Wherever the Lord brings the atonement into the heart, another blessing comes in his own time and way, the Spirit of adoption, "whereby we cry, Abba, Father!" "My Lord and my God." This is the most blessed privilege we can have this side of the grave. It includes all that God has. If you receive God as your God by the sweet Spirit of adoption, you have the glory and fullness of the promise, all that God has, the Trinity in Unity. How enlarging is a grain of grace in a sinner's heart, to enable our finite affections to expand and take in Christ in his infinite love and grace; like the heart of Thomas, when he took Christ into his troubled spirit, and said, "My Lord and my God."
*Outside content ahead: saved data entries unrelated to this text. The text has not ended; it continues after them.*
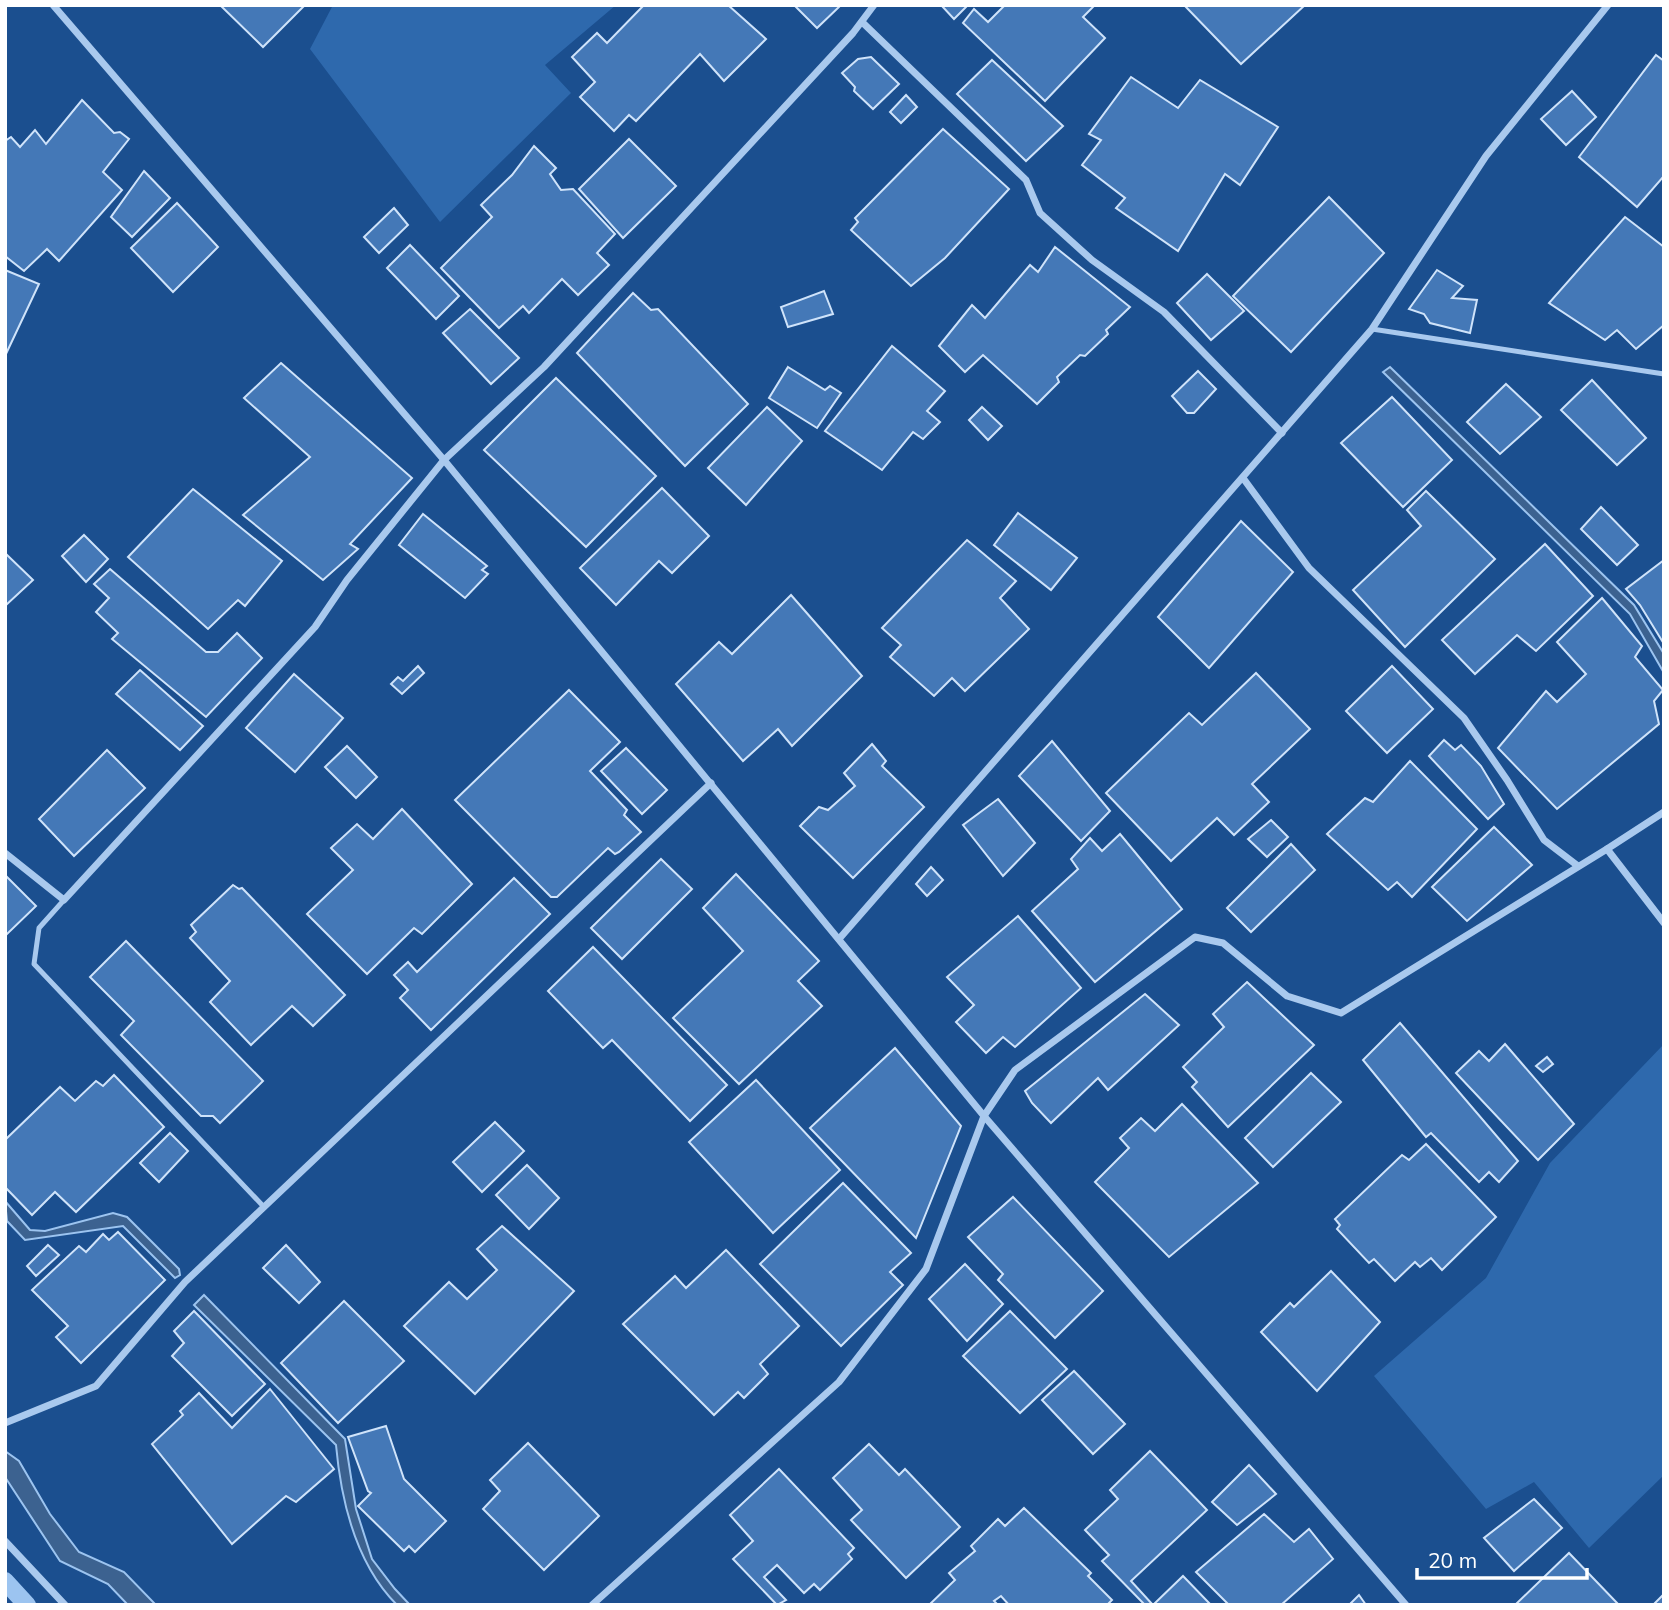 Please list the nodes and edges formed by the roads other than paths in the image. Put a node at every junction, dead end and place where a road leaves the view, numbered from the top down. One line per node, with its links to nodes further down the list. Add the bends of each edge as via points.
1 (53, 5): 8 (street)
2 (874, 5): 4 (street)
3 (1608, 5): 5 (street, via 1486,156)
4 (862, 22): 7 (street, via 1026,180 1040,213 1093,260 1164,312); 8 (street, via 544,367)
5 (1372, 329): 6 (lane); 7 (street)
6 (1664, 374)
7 (1282, 433): 9 (street)
8 (444, 460): 10 (street); 15 (street, via 315,627)
9 (1243, 478): 14 (street, via 1309,568 1464,718 1544,840); 17 (street)
10 (711, 783): 17 (street); 19 (street)
11 (1664, 812): 12 (street)
12 (1608, 849): 14 (street); 16 (street)
13 (5, 853): 15 (street)
14 (1578, 866): 18 (street, via 1340,1013 1287,996 1223,943 1195,937 1015,1070)
15 (64, 900): 19 (lane, via 39,928 34,964)
16 (1664, 923)
17 (839, 939): 18 (street)
18 (984, 1116): 23 (street, via 926,1269 839,1382); 24 (street)
19 (264, 1207): 20 (street, via 185,1282 96,1386)
20 (5, 1423)
21 (5, 1541): 22 (street)
22 (65, 1605)
23 (592, 1605)
24 (1406, 1605)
Suppose, then, we have trouble, it will soon end; but this is endless. Balaam's lips were opened for Israel, and he began to repeat blessing after blessing. When Balak stopped him, saying, "I took thee to curse mine enemies, and lo, thou has blessed them altogether. Neither curse them at all, nor bless them at all," Balaam answered, "He hath blessed, and I cannot revoke it." There is no revoking the blessing. If God has lodged the least one in your heart, he will never take it away, and you are interested in all he is and has. He says, "I will put upon you none other burden; but that which ye have already, hold fast till I come;" as much as to say, "While Satan and sin would push you about, hold that fast in filial fear and faith, and I will be faithful to what I gave you. You will find I am your Refuge and strength, a very present help in trouble."